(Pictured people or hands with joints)
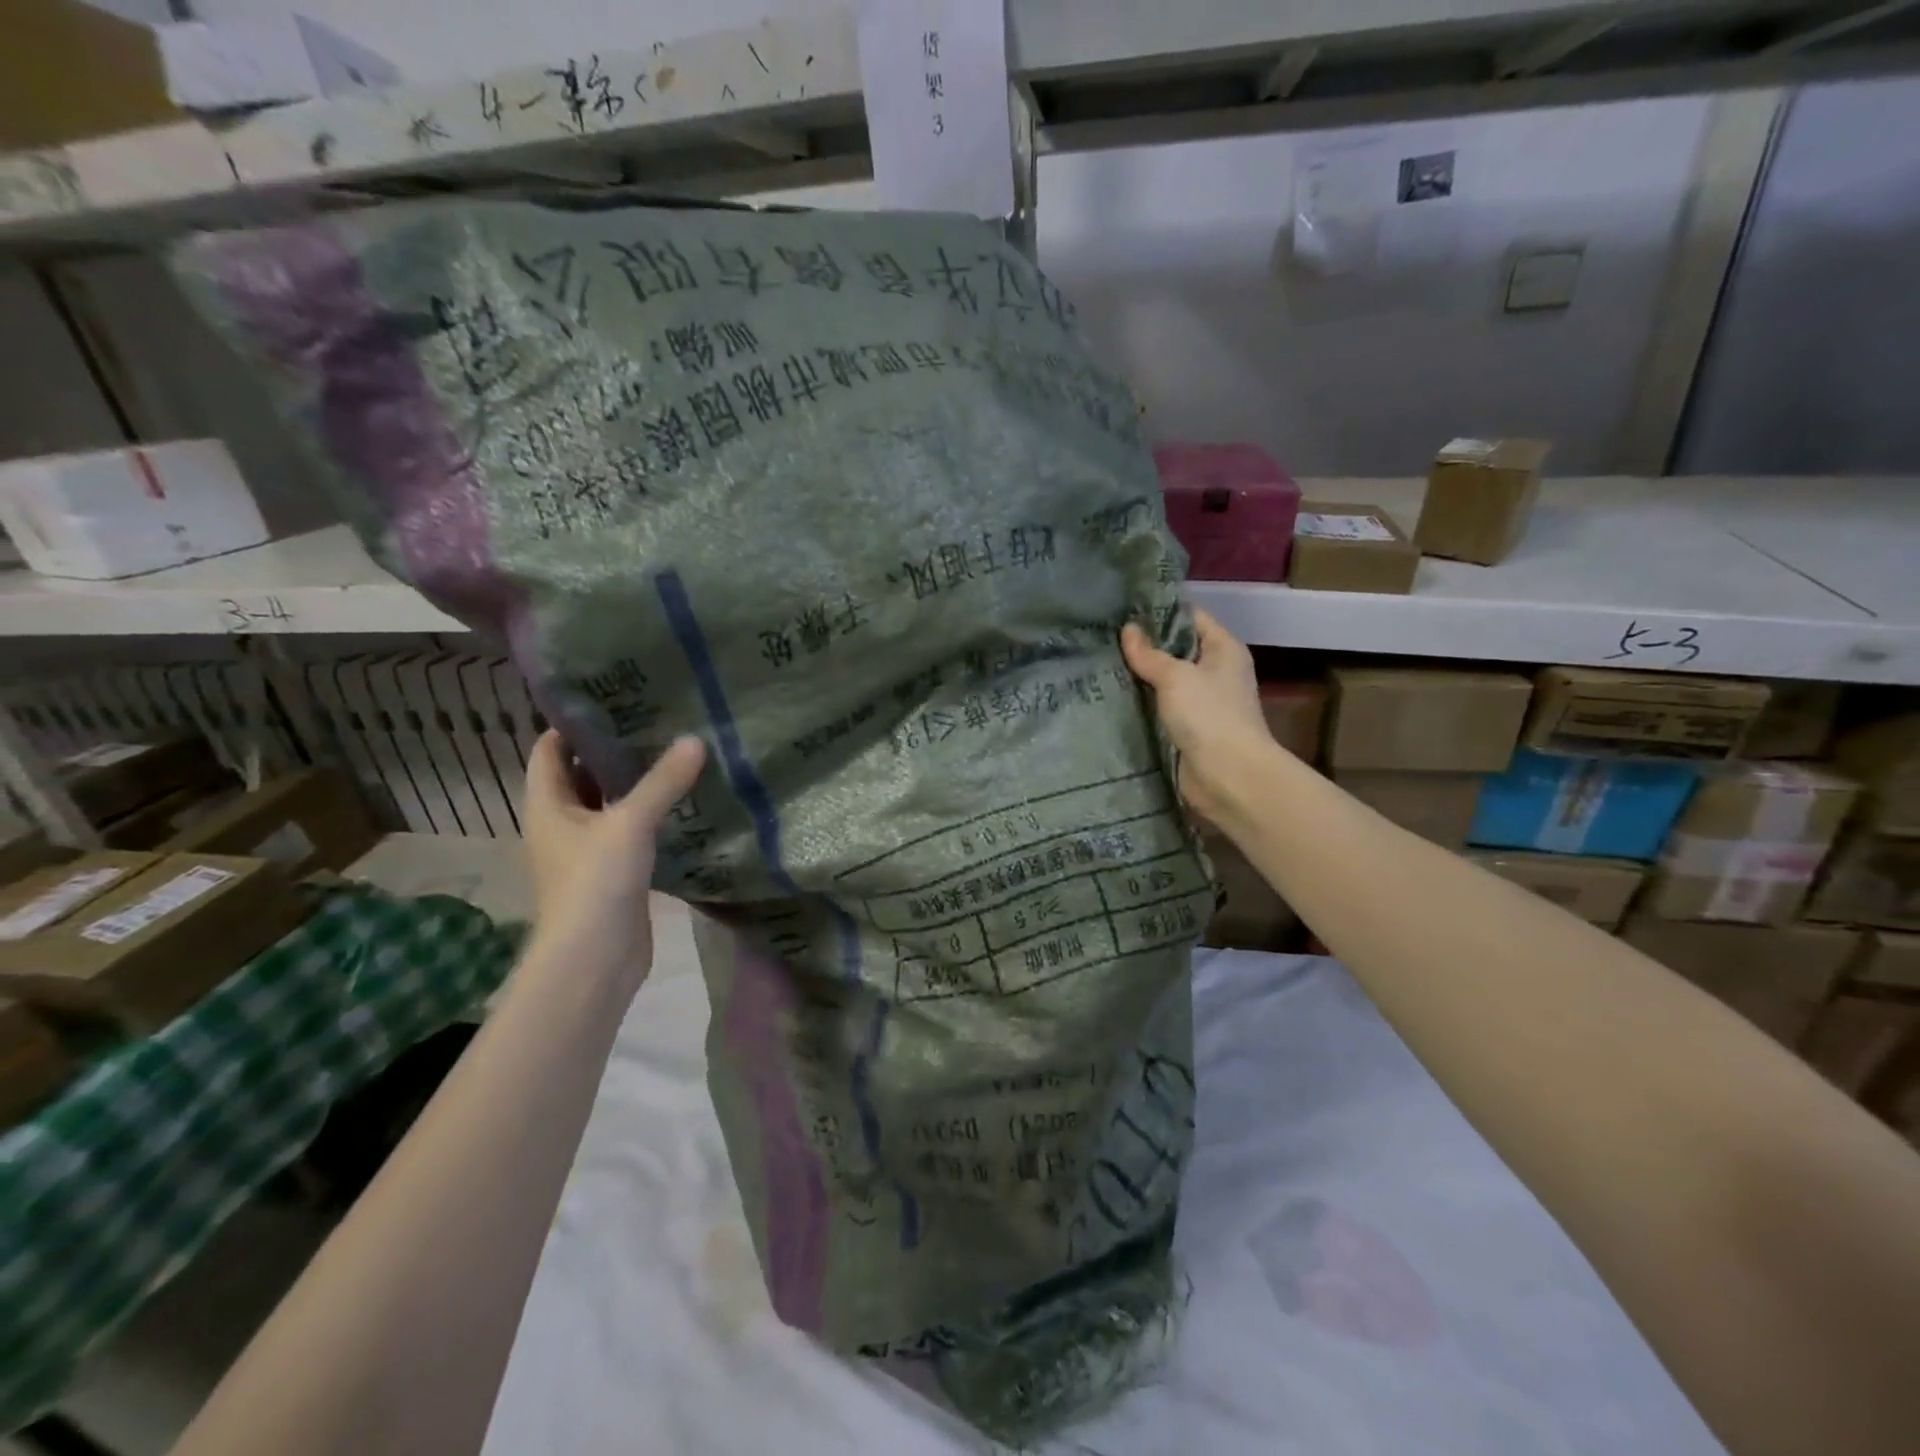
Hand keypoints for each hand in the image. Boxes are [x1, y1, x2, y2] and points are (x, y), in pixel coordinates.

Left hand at [523, 731, 706, 976]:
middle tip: (656, 720)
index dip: (573, 723)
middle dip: (612, 749)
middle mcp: (562, 823)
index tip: (612, 698)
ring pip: (610, 804)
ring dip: (635, 783)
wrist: (594, 959)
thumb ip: (663, 782)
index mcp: (548, 804)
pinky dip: (651, 815)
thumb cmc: (594, 882)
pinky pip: (631, 831)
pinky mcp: (615, 872)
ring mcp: (588, 849)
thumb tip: (695, 740)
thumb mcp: (629, 824)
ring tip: (675, 752)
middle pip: (582, 774)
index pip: (550, 750)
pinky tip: (684, 802)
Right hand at [1121, 609, 1276, 828]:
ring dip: (1139, 676)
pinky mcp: (1188, 728)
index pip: (1190, 616)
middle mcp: (1215, 671)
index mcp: (1223, 648)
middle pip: (1176, 649)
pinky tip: (1111, 694)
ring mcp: (1202, 702)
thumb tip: (1128, 629)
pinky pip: (1160, 707)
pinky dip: (1141, 702)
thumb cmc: (1209, 715)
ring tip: (1100, 661)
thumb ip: (1149, 654)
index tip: (1123, 607)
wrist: (1229, 776)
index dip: (1160, 610)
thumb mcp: (1175, 677)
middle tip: (1103, 635)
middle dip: (1143, 644)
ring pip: (1165, 680)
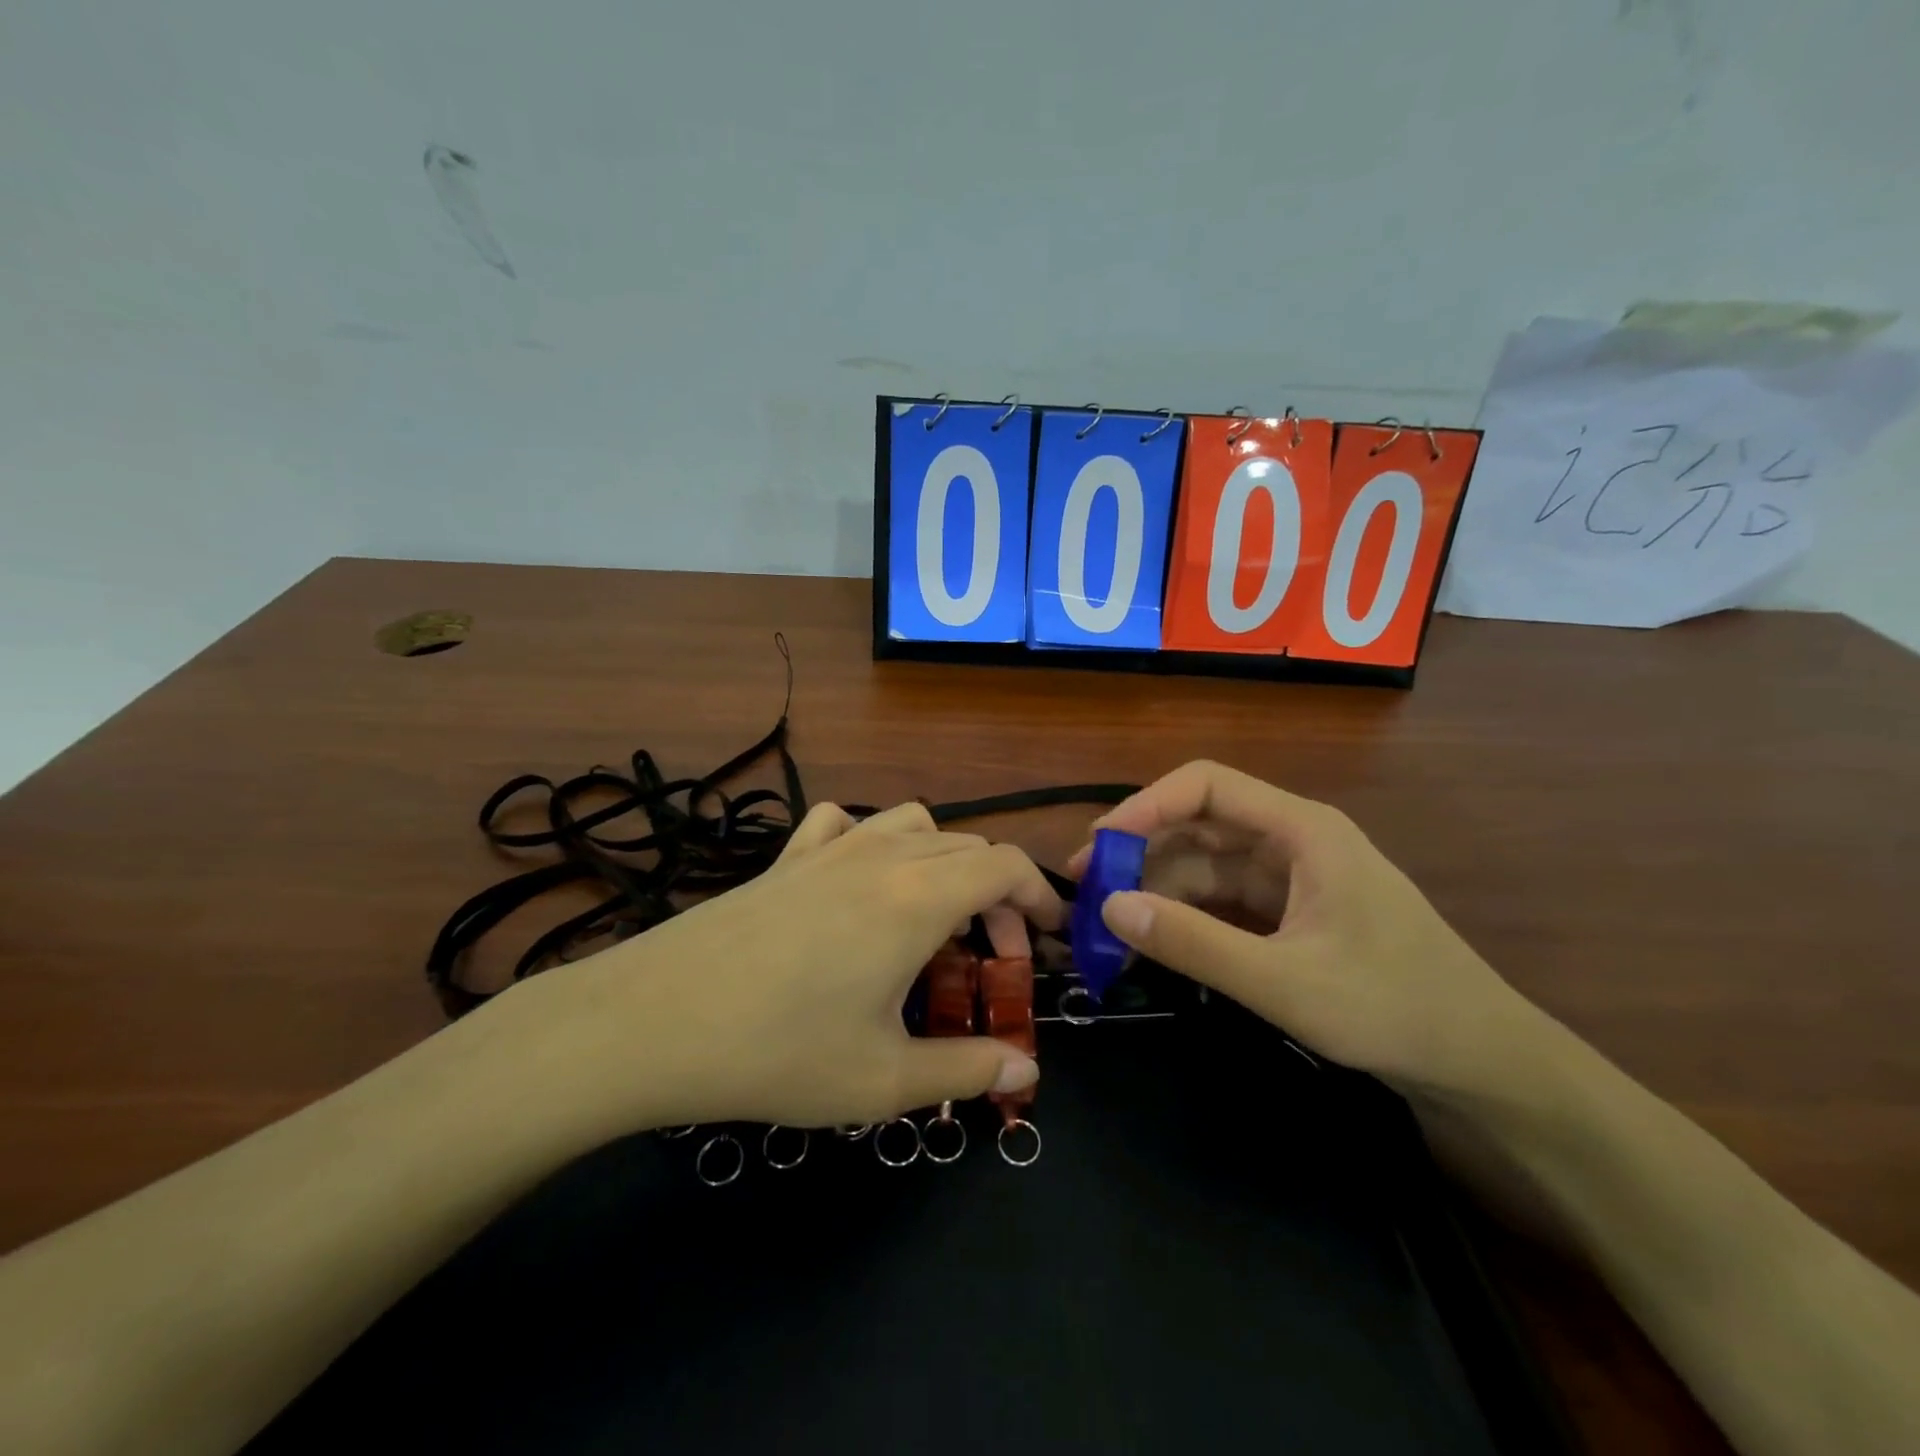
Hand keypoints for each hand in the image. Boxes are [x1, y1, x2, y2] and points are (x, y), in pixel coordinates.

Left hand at [499, 802, 1058, 1140]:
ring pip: (913, 824)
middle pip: (967, 847)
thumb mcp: (883, 1080)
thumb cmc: (778, 1051)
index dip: (1039, 899)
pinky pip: (843, 823)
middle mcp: (882, 855)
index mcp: (918, 897)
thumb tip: (1026, 1073)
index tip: (1045, 944)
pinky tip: (857, 882)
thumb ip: (965, 1071)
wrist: (652, 1021)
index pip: (1006, 866)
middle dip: (997, 895)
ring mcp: (829, 849)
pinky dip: (870, 840)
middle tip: (989, 958)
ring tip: (932, 917)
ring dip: (942, 861)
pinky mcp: (785, 858)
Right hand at [1068, 761, 1547, 1098]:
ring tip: (1109, 927)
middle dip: (1140, 852)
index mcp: (1300, 830)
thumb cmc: (1393, 1008)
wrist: (1482, 1063)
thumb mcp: (1284, 981)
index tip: (1099, 847)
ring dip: (1157, 890)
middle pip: (1198, 825)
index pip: (1206, 785)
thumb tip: (1109, 906)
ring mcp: (1290, 878)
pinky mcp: (1289, 914)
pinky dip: (1184, 916)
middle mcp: (1291, 841)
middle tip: (1086, 893)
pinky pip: (1222, 902)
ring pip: (1205, 867)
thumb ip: (1193, 942)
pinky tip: (1153, 941)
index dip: (1145, 805)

#### WORK TASK
Retype every entry exactly as written. Leave the pictures out.

#### ANSWER BOX
Hand keypoints for each hand in the image. Boxes are [x1, y1, x2, y2] and points are (x, y), in pixel coordinates.

Left hand at [523, 731, 706, 976]:
middle tip: (656, 720)
index dip: (573, 723)
middle dip: (612, 749)
middle mcp: (562, 823)
index tip: (612, 698)
ring pip: (610, 804)
ring dip: (635, 783)
wrist: (594, 959)
thumb ip: (663, 782)
index mcp: (548, 804)
pinky dip: (651, 815)
thumb cmc: (594, 882)
pinky pip: (631, 831)
pinky mcp: (615, 872)
ring mcp: (588, 849)
thumb tip: (695, 740)
thumb mcp: (629, 824)
ring tip: (675, 752)
middle pip: (582, 774)
index pip: (550, 750)
pinky tip: (684, 802)
Right hand at [1121, 609, 1276, 828]:
ring dip: (1139, 676)
pinky mcp: (1188, 728)
index pip: (1190, 616)
middle mcp: (1215, 671)
index mcp: (1223, 648)
middle pip: (1176, 649)
pinky tip: (1111, 694)
ring mcp: (1202, 702)
thumb tip: (1128, 629)
pinky pip: (1160, 707)
pinky dip: (1141, 702)
thumb cmc: (1209, 715)
ring tip: (1100, 661)
thumb ip: (1149, 654)
index tip: (1123, 607)
wrist: (1229, 776)
index dip: (1160, 610)
thumb mcp: (1175, 677)
middle tip: (1103, 635)
middle dip: (1143, 644)
ring pip: (1165, 680)
Hand keypoints for each hand in the image. Boxes are [x1, y1, x2, y2] and points are (x, y), in pixel coordinates.

Left hand at [499, 802, 1058, 1140]:
ring pip: (913, 824)
middle pip: (967, 847)
thumb mcp: (883, 1080)
thumb cmc: (778, 1051)
index dip: (1039, 899)
pinky pip: (843, 823)
middle mcp: (882, 855)
index mcp: (918, 897)
thumb tip: (1026, 1073)
index tip: (1045, 944)
pinky tip: (857, 882)
thumb ip: (965, 1071)
wrist: (652, 1021)
index pip: (1006, 866)
middle dip: (997, 895)
ring mcp: (829, 849)
pinky dip: (870, 840)
middle tip: (989, 958)
ring tip: (932, 917)
ring dip: (942, 861)
pinky mcp: (785, 858)
Right hand at [1068, 761, 1547, 1098]:
ring tip: (1109, 927)
middle dip: (1140, 852)
index mcp: (1300, 830)
thumb cmc: (1393, 1008)
wrist: (1482, 1063)
thumb mcp: (1284, 981)
index tip: (1099, 847)
ring dip: (1157, 890)
middle pip: (1198, 825)
index pip: (1206, 785)
thumb tip: (1109, 906)
ring mcp: (1290, 878)
pinky mcp: (1289, 914)
pinky dip: (1184, 916)
middle mcp: (1291, 841)
middle tip: (1086, 893)
pinky pip: (1222, 902)
ring pip: (1205, 867)
thumb ip: (1193, 942)
pinky tip: (1153, 941)
index dip: (1145, 805)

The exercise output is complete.